Tag Archive

Tag Archives for " Hunab K’u "
1

The 41.9 billion billion billion year stela & Itzamna in Tulum

Hi again,

Today, we are in Akumal, an area known as the most Americanized part of the Riviera Maya.

Strangely, as we entered the well-manicured yards, tiled sidewalks, and area of luxurious condos, my gut felt tight and I realized I felt afraid. Of what, I don’t know – that I’m not wealthy enough, cool enough, or that I couldn’t compete well enough . .. . something like that.

In the modest Mayan villages there was more of a feeling of people helping each other out.
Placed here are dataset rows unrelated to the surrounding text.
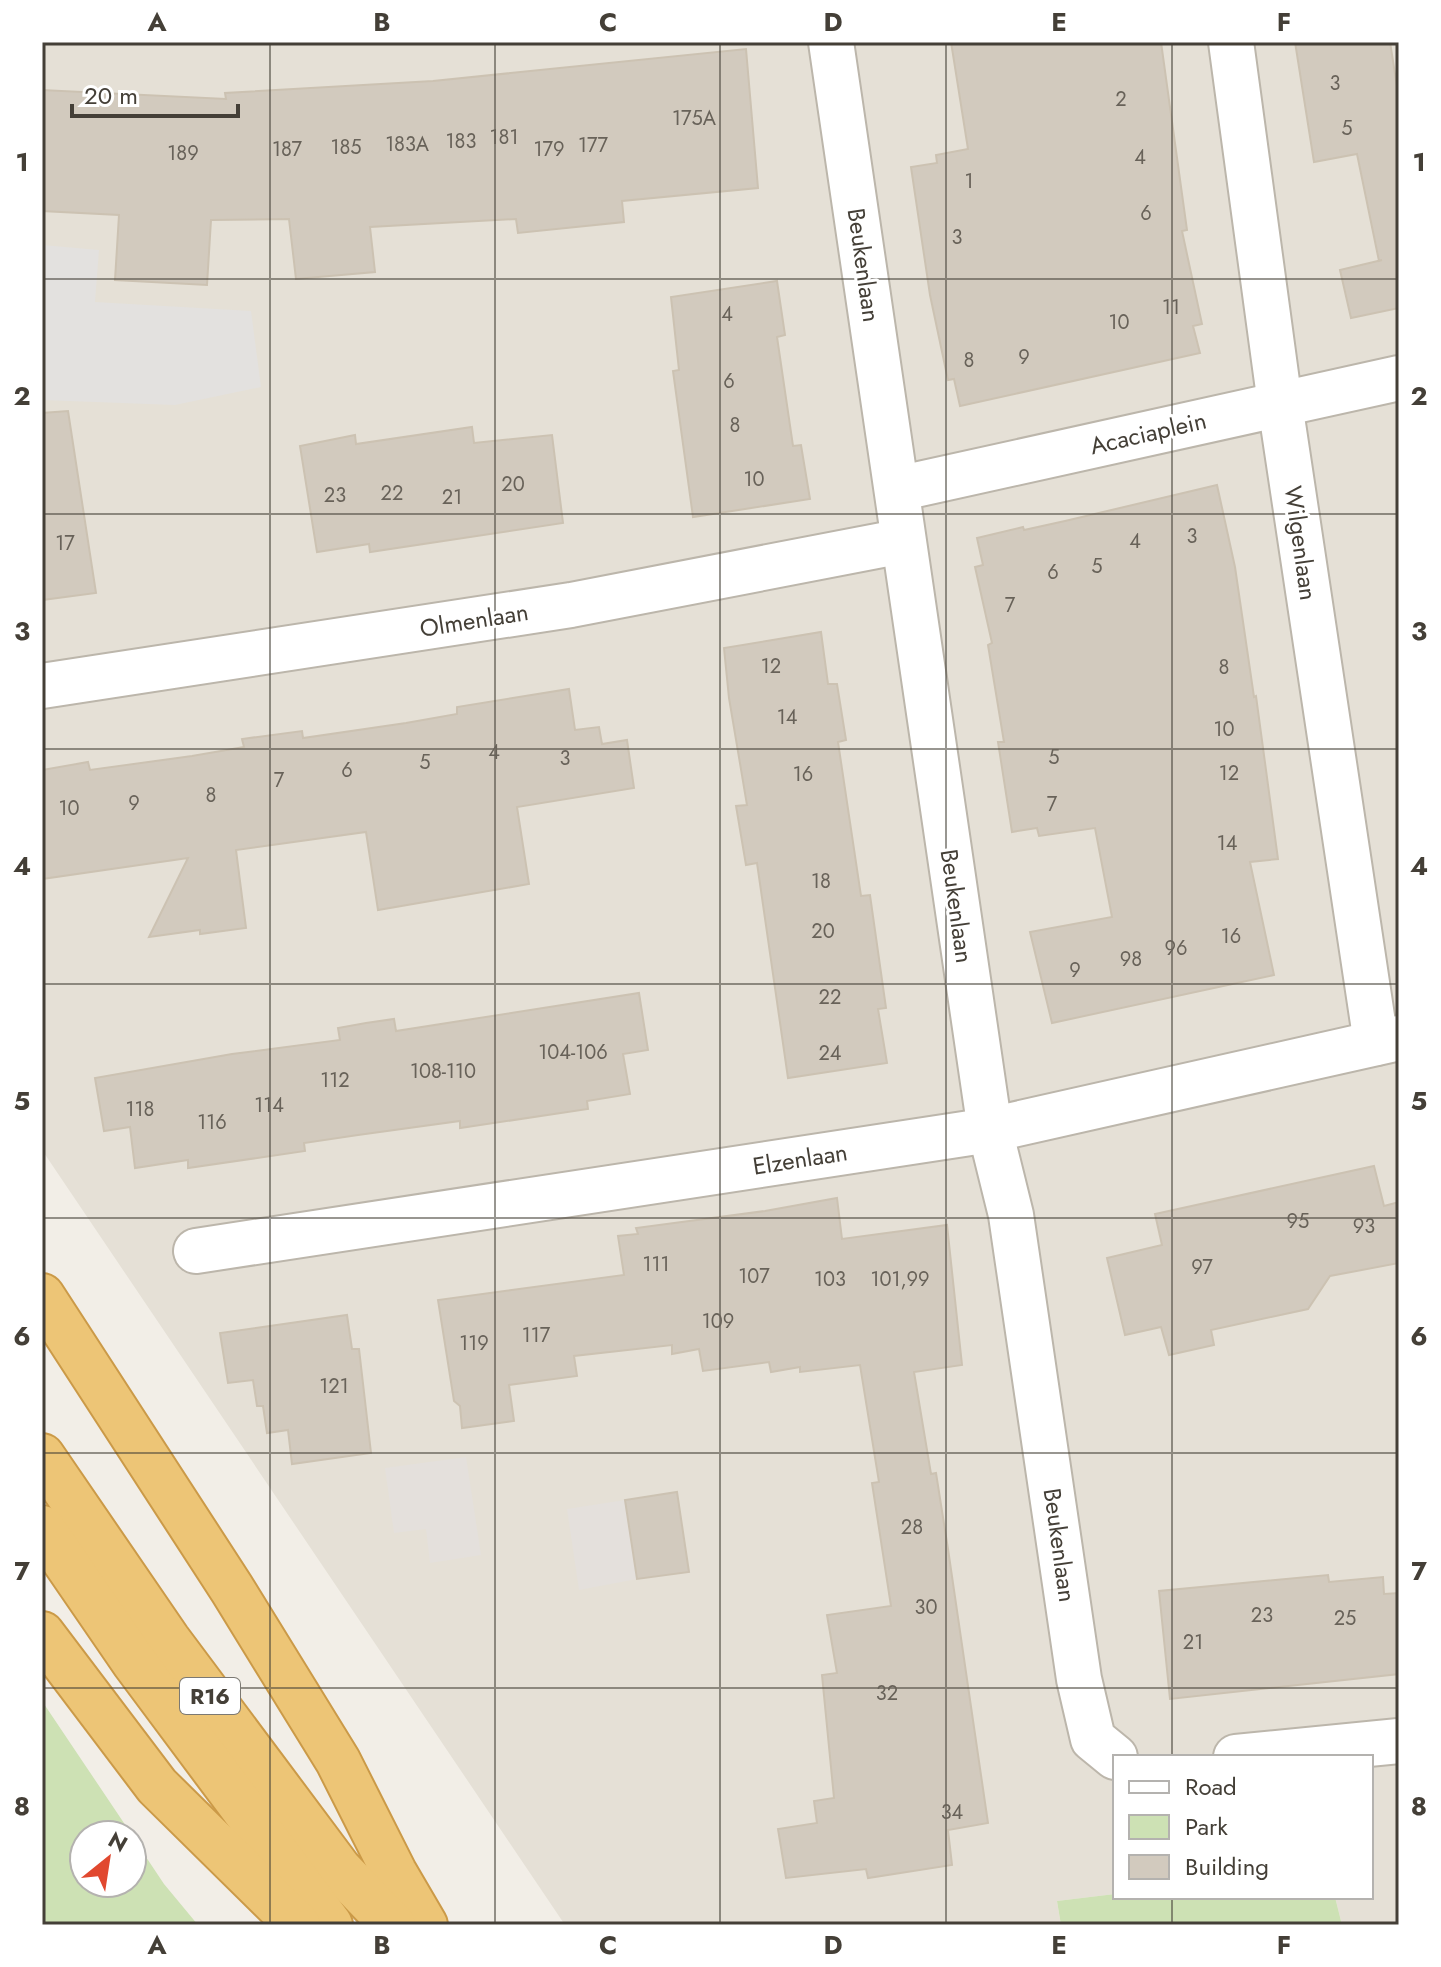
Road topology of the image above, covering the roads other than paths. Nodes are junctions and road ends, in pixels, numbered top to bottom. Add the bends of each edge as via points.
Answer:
1 (831, 42) edge
2 (1231, 42) edge
3 (1399, 378) edge
4 (1280, 404) junction
5 (897, 489) junction
6 (903, 541) junction
7 (42, 686) edge
8 (1387, 1040) edge
9 (990, 1130) junction
10 (196, 1251) dead end
11 (42, 1296) edge
12 (42, 1456) edge
13 (42, 1528) edge
14 (42, 1634) edge
15 (1399, 1741) edge
16 (1113, 1755) edge
17 (1256, 1755) edge
18 (298, 1925) edge
19 (330, 1925) edge
20 (393, 1925) edge
21 (425, 1925) edge

1 - 5 street, Beukenlaan
2 - 4 street, Wilgenlaan
3 - 4 street, Acaciaplein
4 - 5 street, Acaciaplein
4 - 8 street, Wilgenlaan
5 - 6 street, Beukenlaan
6 - 7 street, Olmenlaan via 571,605
6 - 9 street, Beukenlaan
8 - 9 street, Elzenlaan
9 - 10 street, Elzenlaan
9 - 16 street, Beukenlaan via 1011,1215 1079,1679 1093,1739
11 - 21 highway via 338,1761
12 - 20 highway, R16 via 215,1704 339,1869
13 - 19 highway, R16 via 134,1662
14 - 18 highway via 157,1786
15 - 17 street

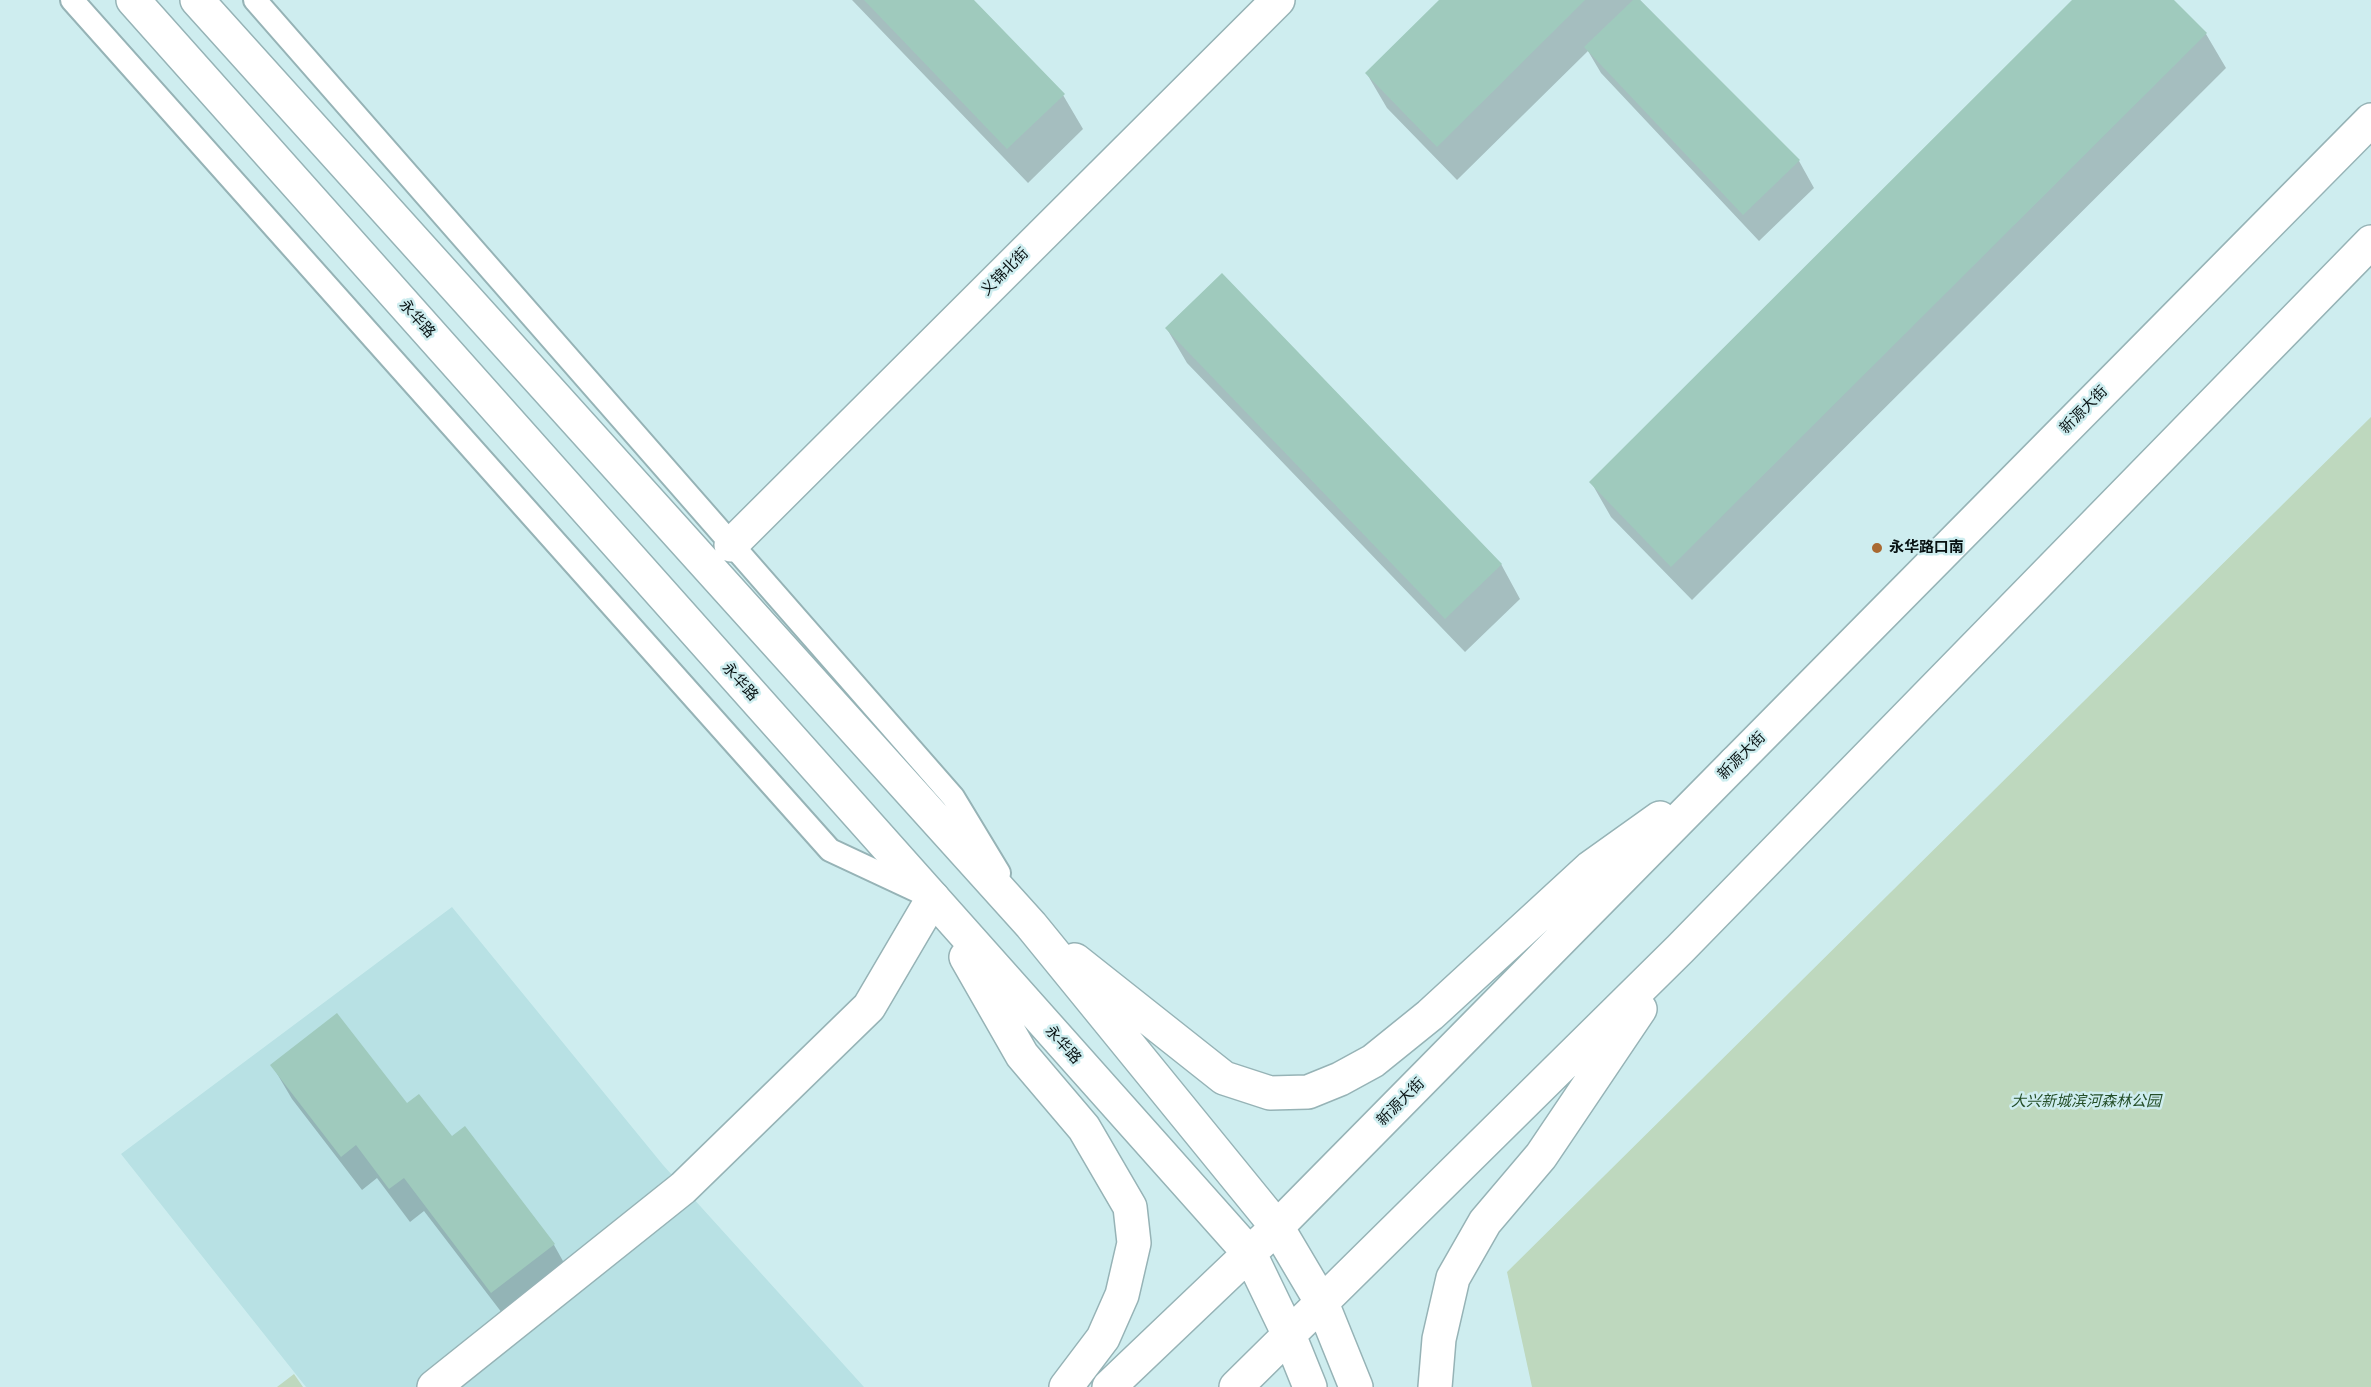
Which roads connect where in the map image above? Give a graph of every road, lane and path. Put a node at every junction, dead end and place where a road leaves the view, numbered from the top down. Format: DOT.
graph roads {
  1 [pos="72,0"];
  2 [pos="133,0"];
  3 [pos="197,0"];
  4 [pos="255,0"];
  5 [pos="1278,0"];
  6 [pos="2371,120"];
  7 [pos="2371,242"];
  8 [pos="731,545"];
  9 [pos="1735,763"];
  10 [pos="933,898"];
  11 [pos="1030,926"];
  12 [pos="1680,949"];
  13 [pos="1277,1227"];
  14 [pos="1250,1254"];
  15 [pos="1322,1303"];
  16 [pos="1289,1335"];
  17 [pos="434,1387"];
  18 [pos="1066,1387"];
  19 [pos="1108,1387"];
  20 [pos="1236,1387"];
  21 [pos="1310,1387"];
  22 [pos="1356,1387"];
  23 [pos="1436,1387"];
  1 -- 10 [label="lane"];
  2 -- 10 [label="main road, 永华路"];
  3 -- 11 [label="main road"];
  4 -- 8 [label="lane"];
  5 -- 8 [label="main road, 义锦北街"];
  6 -- 9 [label="main road, 新源大街"];
  7 -- 12 [label="main road"];
  8 -- 11 [label="lane"];
  9 -- 11 [label="main road"];
  9 -- 13 [label="main road, 新源大街"];
  10 -- 14 [label="main road, 永华路"];
  10 -- 17 [label="main road"];
  10 -- 18 [label="main road"];
  11 -- 13 [label="main road"];
  12 -- 15 [label="main road"];
  12 -- 23 [label="main road"];
  13 -- 14 [label="main road, 新源大街"];
  13 -- 15 [label="main road"];
  14 -- 16 [label="main road, 永华路"];
  14 -- 19 [label="main road, 新源大街"];
  15 -- 16 [label="main road"];
  15 -- 22 [label="main road"];
  16 -- 20 [label="main road"];
  16 -- 21 [label="main road, 永华路"];
}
I was unable to write yesterday because my mini laptop/netbook developed a connection problem at the more Americanized hotel where we are staying. Ironic, isn’t it?

Today, I’m in a noisy internet cafe with kids playing on a pinball machine and a slightly sticky mouse. That’s OK, at least I can communicate with you today.

Yesterday, we scourged the huge Coba ruin, to find something I could not find last year – the stela with the Long Count Calendar Date of 41.9 billion billion billion years into the future. I think we found it.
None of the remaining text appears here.